La restitution des crânes de résistants algériens, une reconnaissance des crimes 

Par ailleurs, interpellé au sujet de la pétition en ligne exigeant la restitution à l’Algérie les têtes de résistants algériens massacrés au début de la colonisation, Olivier Le Cour Grandmaison a indiqué qu’il figure déjà parmi les signataires.

« Ce geste serait une juste reconnaissance des crimes commis à l’époque et une façon de rendre justice à toutes celles et à tous ceux qui ont subi dans leur chair les violences coloniales de la France entre 1830 et 1962 », a-t-il affirmé, rappelant qu’en ce domaine, la France « demeure très en retard sur plusieurs autres anciennes puissances coloniales comme la Grande-Bretagne, par exemple, qui a non seulement reconnu certains crimes commis dans son empire mais qui, en plus, a parfois accordé des réparations financières aux victimes ».

D’après lui, « il est donc temps que les plus hautes autorités françaises, par la voie du chef de l’Etat, reconnaissent enfin les crimes contre l’humanité et les crimes de guerre commis en Algérie au cours de la période coloniale ».

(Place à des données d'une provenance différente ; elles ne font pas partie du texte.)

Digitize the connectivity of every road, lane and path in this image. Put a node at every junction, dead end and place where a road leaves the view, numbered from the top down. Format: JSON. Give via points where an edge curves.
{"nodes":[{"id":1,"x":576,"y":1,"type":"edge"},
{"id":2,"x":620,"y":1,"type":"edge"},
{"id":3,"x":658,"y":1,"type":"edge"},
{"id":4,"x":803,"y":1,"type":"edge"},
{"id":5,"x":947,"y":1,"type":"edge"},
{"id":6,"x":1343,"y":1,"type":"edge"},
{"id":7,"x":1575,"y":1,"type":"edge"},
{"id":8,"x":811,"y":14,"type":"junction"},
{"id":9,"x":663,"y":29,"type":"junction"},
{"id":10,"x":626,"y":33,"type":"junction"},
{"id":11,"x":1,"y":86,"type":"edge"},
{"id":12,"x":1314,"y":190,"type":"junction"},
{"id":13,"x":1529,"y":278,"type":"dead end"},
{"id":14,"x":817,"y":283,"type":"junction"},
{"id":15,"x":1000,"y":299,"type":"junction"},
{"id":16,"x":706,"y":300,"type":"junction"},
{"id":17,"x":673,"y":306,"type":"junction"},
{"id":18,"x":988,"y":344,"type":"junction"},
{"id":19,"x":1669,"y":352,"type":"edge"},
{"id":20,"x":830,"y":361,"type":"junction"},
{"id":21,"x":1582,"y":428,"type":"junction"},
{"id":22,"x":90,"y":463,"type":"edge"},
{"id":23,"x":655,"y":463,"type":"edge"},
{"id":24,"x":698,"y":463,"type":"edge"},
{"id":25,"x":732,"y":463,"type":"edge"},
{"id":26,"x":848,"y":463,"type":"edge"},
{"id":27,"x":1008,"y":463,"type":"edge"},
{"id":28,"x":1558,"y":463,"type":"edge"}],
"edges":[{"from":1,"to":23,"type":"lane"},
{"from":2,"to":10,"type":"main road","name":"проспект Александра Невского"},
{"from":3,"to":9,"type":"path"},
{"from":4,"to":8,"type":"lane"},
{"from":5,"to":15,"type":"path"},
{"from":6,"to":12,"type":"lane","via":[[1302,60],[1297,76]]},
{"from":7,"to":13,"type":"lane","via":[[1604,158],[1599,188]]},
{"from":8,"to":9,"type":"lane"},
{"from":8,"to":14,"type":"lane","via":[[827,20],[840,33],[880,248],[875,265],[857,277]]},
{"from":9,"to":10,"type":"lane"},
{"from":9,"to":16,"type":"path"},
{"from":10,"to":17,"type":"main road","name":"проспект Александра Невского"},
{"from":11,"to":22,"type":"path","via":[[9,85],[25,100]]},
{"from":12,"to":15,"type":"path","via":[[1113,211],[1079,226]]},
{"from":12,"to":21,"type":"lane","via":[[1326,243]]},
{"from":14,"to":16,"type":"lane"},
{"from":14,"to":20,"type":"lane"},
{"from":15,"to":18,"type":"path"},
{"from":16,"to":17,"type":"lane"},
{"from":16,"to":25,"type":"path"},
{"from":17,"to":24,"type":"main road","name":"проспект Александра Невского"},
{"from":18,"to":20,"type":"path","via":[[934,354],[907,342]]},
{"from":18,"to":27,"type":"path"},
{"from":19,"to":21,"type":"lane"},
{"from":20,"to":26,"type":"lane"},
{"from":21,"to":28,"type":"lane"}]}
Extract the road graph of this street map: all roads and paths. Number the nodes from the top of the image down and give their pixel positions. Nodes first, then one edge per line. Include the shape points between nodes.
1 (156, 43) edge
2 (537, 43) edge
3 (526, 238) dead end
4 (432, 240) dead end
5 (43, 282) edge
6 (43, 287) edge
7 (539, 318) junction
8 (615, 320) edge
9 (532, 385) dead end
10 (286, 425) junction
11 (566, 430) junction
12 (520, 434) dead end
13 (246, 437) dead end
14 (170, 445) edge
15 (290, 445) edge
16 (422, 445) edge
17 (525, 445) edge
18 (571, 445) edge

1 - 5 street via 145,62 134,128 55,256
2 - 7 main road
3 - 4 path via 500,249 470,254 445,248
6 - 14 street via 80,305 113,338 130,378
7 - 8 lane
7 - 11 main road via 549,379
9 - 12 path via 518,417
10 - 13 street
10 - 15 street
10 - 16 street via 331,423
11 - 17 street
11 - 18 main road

Au sujet de la question mémorielle, il a relevé que le 25 mai 2016, le président François Hollande a déclaré, au cours d’une émission de radio, qu’il avait voulu « réconcilier toutes les mémoires », soulignant que « quatre ans après son élection, il est indispensable que cette promesse soit enfin tenue relativement aux Algériens, entre autres ».